[Saved entries]
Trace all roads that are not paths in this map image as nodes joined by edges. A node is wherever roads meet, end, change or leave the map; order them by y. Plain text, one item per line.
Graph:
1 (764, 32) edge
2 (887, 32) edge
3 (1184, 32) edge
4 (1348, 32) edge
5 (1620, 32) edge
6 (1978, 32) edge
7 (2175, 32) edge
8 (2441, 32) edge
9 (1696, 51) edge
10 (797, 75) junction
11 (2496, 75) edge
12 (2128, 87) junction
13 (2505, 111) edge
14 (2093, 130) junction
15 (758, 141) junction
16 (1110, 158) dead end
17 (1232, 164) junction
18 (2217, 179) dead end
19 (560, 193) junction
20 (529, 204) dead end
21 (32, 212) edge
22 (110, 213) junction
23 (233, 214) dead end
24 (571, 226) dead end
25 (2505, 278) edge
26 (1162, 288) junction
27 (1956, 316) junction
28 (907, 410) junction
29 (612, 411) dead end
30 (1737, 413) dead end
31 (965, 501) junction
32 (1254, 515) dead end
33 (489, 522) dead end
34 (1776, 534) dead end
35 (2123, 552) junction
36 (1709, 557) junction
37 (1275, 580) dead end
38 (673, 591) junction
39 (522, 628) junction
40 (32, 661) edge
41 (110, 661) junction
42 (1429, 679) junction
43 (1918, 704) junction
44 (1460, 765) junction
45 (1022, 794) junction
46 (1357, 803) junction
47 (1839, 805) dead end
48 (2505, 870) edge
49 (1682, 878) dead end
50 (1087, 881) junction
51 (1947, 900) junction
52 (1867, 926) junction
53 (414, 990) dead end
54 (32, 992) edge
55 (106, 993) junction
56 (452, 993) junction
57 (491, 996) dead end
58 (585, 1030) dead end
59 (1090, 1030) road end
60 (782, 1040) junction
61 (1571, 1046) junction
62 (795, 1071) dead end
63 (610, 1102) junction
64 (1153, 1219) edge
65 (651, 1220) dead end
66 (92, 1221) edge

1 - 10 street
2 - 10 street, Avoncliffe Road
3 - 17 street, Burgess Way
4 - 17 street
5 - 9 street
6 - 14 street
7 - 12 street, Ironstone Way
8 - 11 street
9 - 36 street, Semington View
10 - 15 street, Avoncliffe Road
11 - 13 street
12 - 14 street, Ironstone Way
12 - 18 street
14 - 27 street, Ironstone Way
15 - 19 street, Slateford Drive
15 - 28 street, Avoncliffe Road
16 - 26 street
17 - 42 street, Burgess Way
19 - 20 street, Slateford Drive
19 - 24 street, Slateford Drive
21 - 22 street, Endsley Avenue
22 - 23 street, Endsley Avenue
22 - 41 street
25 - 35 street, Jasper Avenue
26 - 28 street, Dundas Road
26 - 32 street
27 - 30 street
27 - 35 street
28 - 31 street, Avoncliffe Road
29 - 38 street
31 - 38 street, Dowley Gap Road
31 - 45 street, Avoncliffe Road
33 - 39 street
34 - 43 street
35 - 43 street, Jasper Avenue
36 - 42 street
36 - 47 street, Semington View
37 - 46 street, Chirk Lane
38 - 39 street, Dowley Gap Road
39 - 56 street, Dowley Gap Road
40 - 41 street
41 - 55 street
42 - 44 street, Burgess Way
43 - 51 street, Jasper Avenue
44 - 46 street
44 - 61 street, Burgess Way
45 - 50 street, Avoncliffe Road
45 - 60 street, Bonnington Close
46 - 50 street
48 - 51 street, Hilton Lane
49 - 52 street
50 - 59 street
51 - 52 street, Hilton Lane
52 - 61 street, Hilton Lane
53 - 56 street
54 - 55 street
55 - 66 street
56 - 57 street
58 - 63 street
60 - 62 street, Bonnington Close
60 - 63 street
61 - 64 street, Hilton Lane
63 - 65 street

• **EXERCISE PROMPT**
Each line of the entries where the string "Bonnington" occurs should be shown.

• **ANSWER**
45 - 60 street, Bonnington Close
60 - 62 street, Bonnington Close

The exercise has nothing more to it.